***** Exercise data

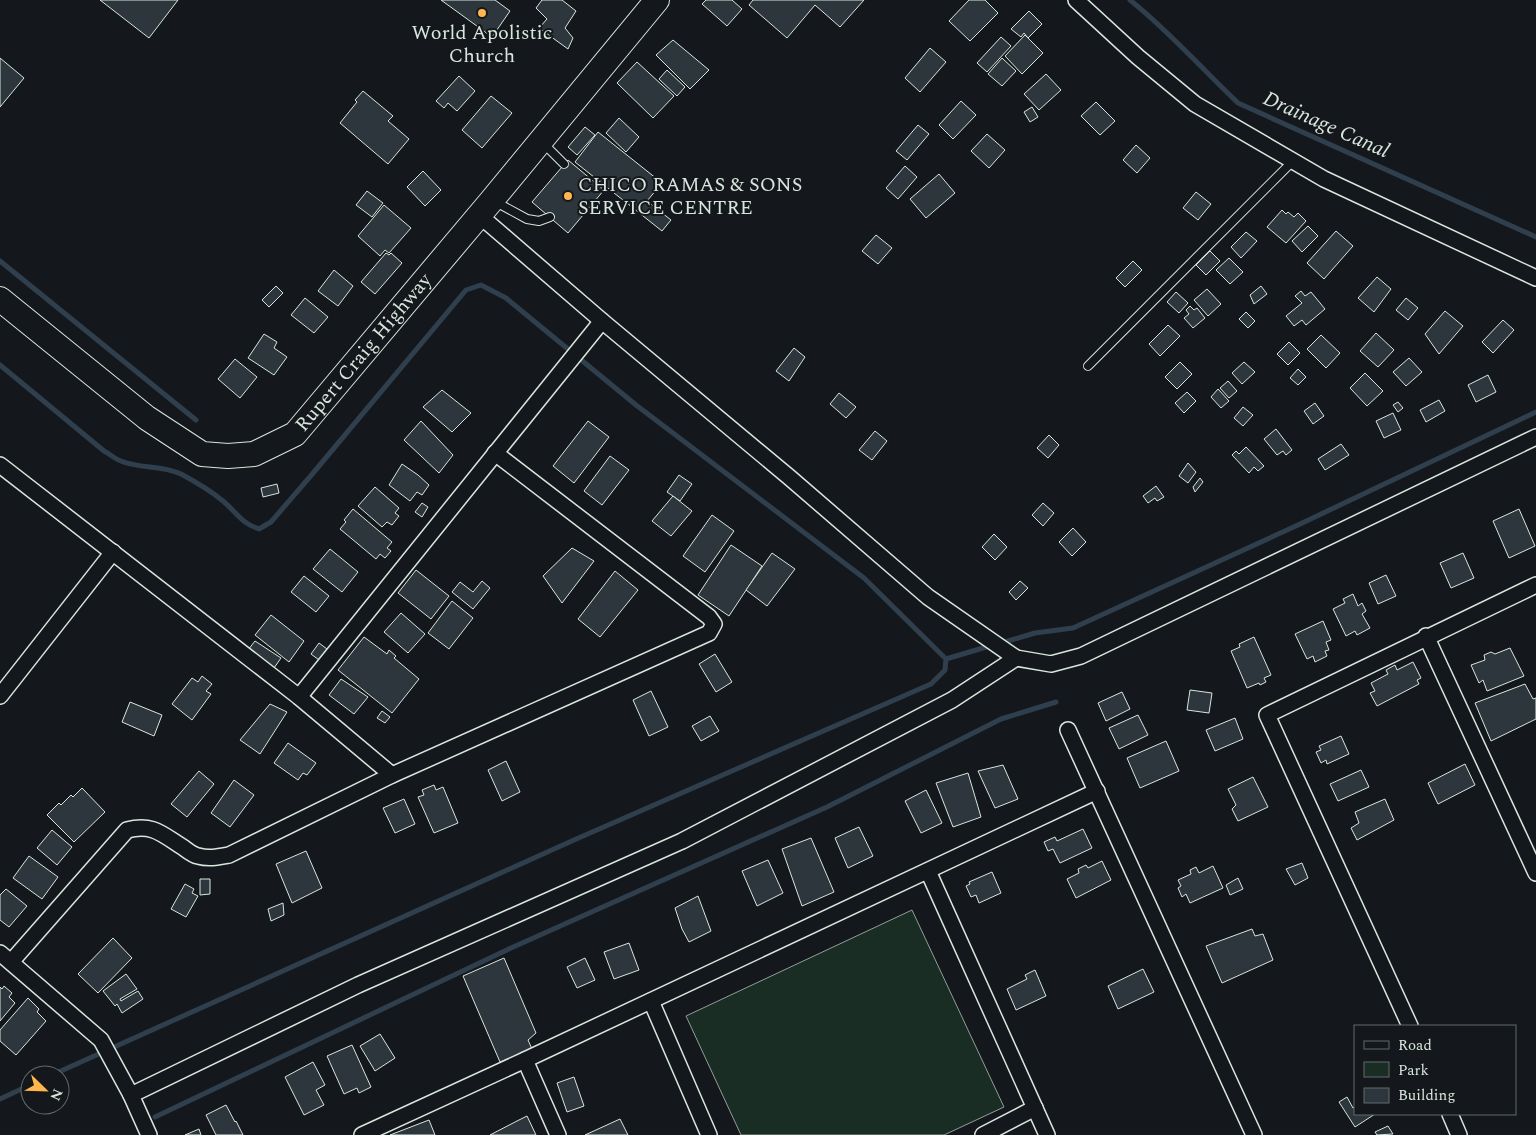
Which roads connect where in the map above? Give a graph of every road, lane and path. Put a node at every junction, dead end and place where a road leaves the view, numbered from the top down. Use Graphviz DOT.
graph roads {
  1 [pos="657,0"];
  2 [pos="1076,0"];
  3 [pos="541,140"];
  4 [pos="1293,160"];
  5 [pos="564,164"];
  6 [pos="485,208"];
  7 [pos="550,217"];
  8 [pos="1536,278"];
  9 [pos="0,299"];
  10 [pos="602,322"];
  11 [pos="1088,366"];
  12 [pos="1536,437"];
  13 [pos="495,453"];
  14 [pos="0,464"];
  15 [pos="113,552"];
  16 [pos="1536,585"];
  17 [pos="1426,636"];
  18 [pos="1016,658"];
  19 [pos="0,696"];
  20 [pos="298,697"];
  21 [pos="1068,730"];
  22 [pos="392,775"];
  23 [pos="1097,791"];
  24 [pos="928,871"];
  25 [pos="1536,873"];
  26 [pos="6,958"];
  27 [pos="651,1001"];
  28 [pos="1410,1025"];
  29 [pos="525,1060"];
  30 [pos="131,1095"];
  31 [pos="1035,1108"];
  32 [pos="1450,1115"];
  33 [pos="149,1135"];
  34 [pos="362,1135"];
  35 [pos="558,1135"];
  36 [pos="709,1135"];
  37 [pos="983,1135"];
  38 [pos="1047,1135"];
  39 [pos="1254,1135"];
  40 [pos="1459,1135"];
  1 -- 3 [label="main road, Rupert Craig Highway"];
  2 -- 4 [label="street"];
  3 -- 5 [label="lane"];
  3 -- 6 [label="main road, Rupert Craig Highway"];
  4 -- 8 [label="street"];
  4 -- 11 [label="lane"];
  6 -- 7 [label="lane"];
  6 -- 9 [label="main road, Rupert Craig Highway"];
  6 -- 10 [label="street"];
  10 -- 13 [label="street"];
  10 -- 18 [label="street"];
  12 -- 18 [label="street"];
  13 -- 20 [label="street"];
  13 -- 22 [label="street"];
  14 -- 15 [label="street"];
  15 -- 19 [label="street"];
  15 -- 20 [label="street"];
  16 -- 17 [label="street"];
  17 -- 25 [label="street"];
  17 -- 28 [label="street"];
  18 -- 30 [label="street"];
  20 -- 22 [label="street"];
  21 -- 23 [label="street"];
  22 -- 26 [label="street"];
  23 -- 24 [label="street"];
  23 -- 39 [label="street"];
  24 -- 27 [label="street"];
  24 -- 31 [label="street"];
  26 -- 30 [label="street"];
  27 -- 29 [label="street"];
  27 -- 36 [label="street"];
  29 -- 34 [label="street"];
  29 -- 35 [label="street"];
  30 -- 33 [label="street"];
  31 -- 37 [label="street"];
  31 -- 38 [label="street"];
  32 -- 40 [label="street"];
}
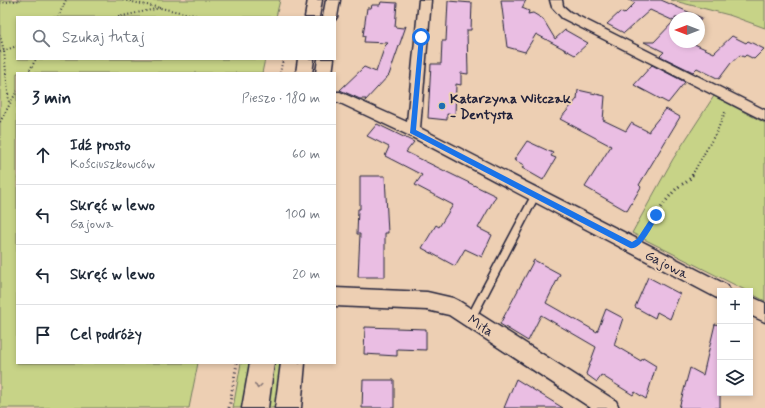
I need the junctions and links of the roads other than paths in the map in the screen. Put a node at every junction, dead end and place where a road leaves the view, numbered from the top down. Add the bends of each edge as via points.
1 (315, 0) edge
2 (333, 0) edge
3 (425, 0) edge
4 (556, 0) edge
5 (312, 16) edge
6 (330, 16) edge
7 (306, 60) edge
8 (326, 60) edge
9 (304, 72) edge
10 (324, 72) edge
11 (336, 96) edge
12 (765, 116) edge
13 (412, 131) junction
14 (536, 194) junction
15 (717, 289) edge
16 (336, 297) edge
17 (753, 307) edge
18 (765, 313) edge
19 (471, 318) junction
20 (262, 364) edge
21 (292, 364) edge
22 (255, 408) edge
23 (288, 408) edge
24 (609, 408) edge

1 - 5 street
2 - 6 street
3 - 13 street
4 - 12 street via 558,7 566,16
7 - 9 street
8 - 10 street
11 - 13 street, Gajowa
13 - 14 street, Gajowa
14 - 15 street, Gajowa
14 - 19 lane
16 - 19 street, Miła via 427,301 453,307
17 - 18 street
19 - 24 street, Miła
20 -> 22 street
21 - 23 street

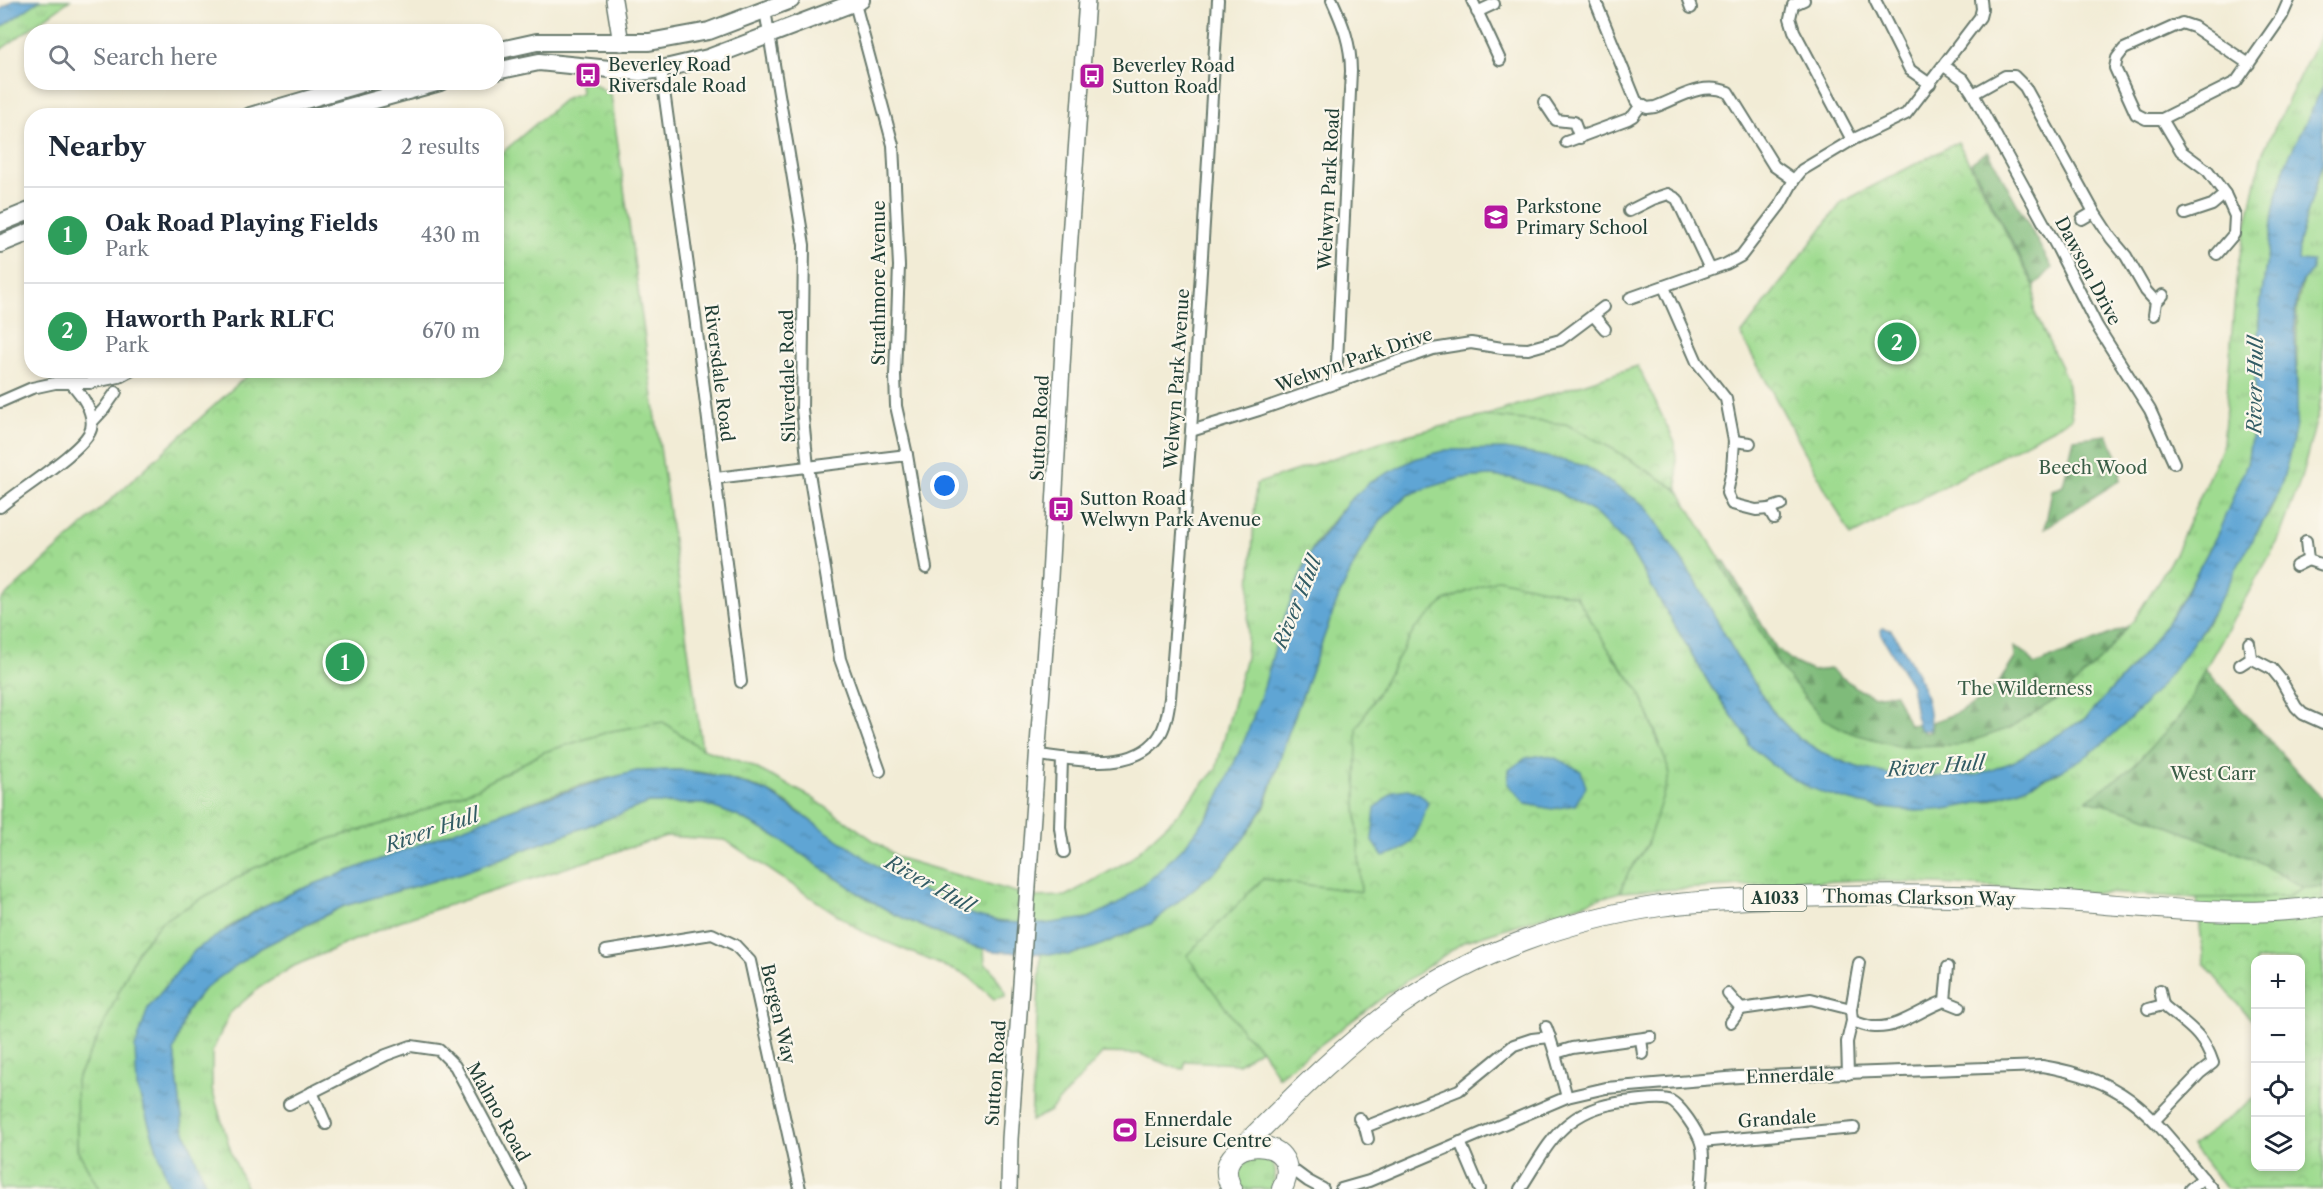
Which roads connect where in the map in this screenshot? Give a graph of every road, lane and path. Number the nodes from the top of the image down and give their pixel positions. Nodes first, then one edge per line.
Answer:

**********

* **Activity**: Reproduce each entry exactly as written, but leave out the images.

* **Answer for this exercise**:
Which roads connect where in the map above? Give a graph of every road, lane and path. Put a node at every junction, dead end and place where a road leaves the view, numbered from the top down. Use Graphviz DOT.
graph roads {
  1 [pos="657,0"];
  2 [pos="1076,0"];
  3 [pos="541,140"];
  4 [pos="1293,160"];
  5 [pos="564,164"];
  6 [pos="485,208"];
  7 [pos="550,217"];
  8 [pos="1536,278"];
  9 [pos="0,299"];
  10 [pos="602,322"];
  11 [pos="1088,366"];
  12 [pos="1536,437"];
  13 [pos="495,453"];
  14 [pos="0,464"];
  15 [pos="113,552"];
  16 [pos="1536,585"];
  17 [pos="1426,636"];
  18 [pos="1016,658"];
  19 [pos="0,696"];
  20 [pos="298,697"];
  21 [pos="1068,730"];
  22 [pos="392,775"];
  23 [pos="1097,791"];
  24 [pos="928,871"];
  25 [pos="1536,873"];
  26 [pos="6,958"];
  27 [pos="651,1001"];
  28 [pos="1410,1025"];
  29 [pos="525,1060"];
  30 [pos="131,1095"];
  31 [pos="1035,1108"];
  32 [pos="1450,1115"];
  33 [pos="149,1135"];
  34 [pos="362,1135"];
  35 [pos="558,1135"];
  36 [pos="709,1135"];
  37 [pos="983,1135"];
  38 [pos="1047,1135"];
  39 [pos="1254,1135"];
  40 [pos="1459,1135"];
  1 -- 3 [label="main road, Rupert Craig Highway"];
  2 -- 4 [label="street"];
  3 -- 5 [label="lane"];
  3 -- 6 [label="main road, Rupert Craig Highway"];
  4 -- 8 [label="street"];
  4 -- 11 [label="lane"];
  6 -- 7 [label="lane"];
  6 -- 9 [label="main road, Rupert Craig Highway"];
  6 -- 10 [label="street"];
  10 -- 13 [label="street"];
  10 -- 18 [label="street"];
  12 -- 18 [label="street"];
  13 -- 20 [label="street"];
  13 -- 22 [label="street"];
  14 -- 15 [label="street"];
  15 -- 19 [label="street"];
  15 -- 20 [label="street"];
  16 -- 17 [label="street"];
  17 -- 25 [label="street"];
  17 -- 28 [label="street"];
  18 -- 30 [label="street"];
  20 -- 22 [label="street"];
  21 -- 23 [label="street"];
  22 -- 26 [label="street"];
  23 -- 24 [label="street"];
  23 -- 39 [label="street"];
  24 -- 27 [label="street"];
  24 -- 31 [label="street"];
  26 -- 30 [label="street"];
  27 -- 29 [label="street"];
  27 -- 36 [label="street"];
  29 -- 34 [label="street"];
  29 -- 35 [label="street"];
  30 -- 33 [label="street"];
  31 -- 37 [label="street"];
  31 -- 38 [label="street"];
  32 -- 40 [label="street"];
}
I need the junctions and links of the roads other than paths in the map in the screen. Put a node at every junction, dead end and place where a road leaves the view, numbered from the top down. Add the bends of each edge as via points.
1 (315, 0) edge
2 (333, 0) edge
3 (425, 0) edge
4 (556, 0) edge
5 (312, 16) edge
6 (330, 16) edge
7 (306, 60) edge
8 (326, 60) edge
9 (304, 72) edge
10 (324, 72) edge
11 (336, 96) edge
12 (765, 116) edge
13 (412, 131) junction
14 (536, 194) junction
15 (717, 289) edge
16 (336, 297) edge
17 (753, 307) edge
18 (765, 313) edge
19 (471, 318) junction
20 (262, 364) edge
21 (292, 364) edge
22 (255, 408) edge
23 (288, 408) edge
24 (609, 408) edge

1 - 5 street
2 - 6 street
3 - 13 street
4 - 12 street via 558,7 566,16
7 - 9 street
8 - 10 street
11 - 13 street, Gajowa
13 - 14 street, Gajowa
14 - 15 street, Gajowa
14 - 19 lane
16 - 19 street, Miła via 427,301 453,307
17 - 18 street
19 - 24 street, Miła
20 -> 22 street
21 - 23 street

Which roads connect where in the map in this screenshot? Give a graph of every road, lane and path. Number the nodes from the top of the image down and give their pixel positions. Nodes first, then one edge per line.
Answer:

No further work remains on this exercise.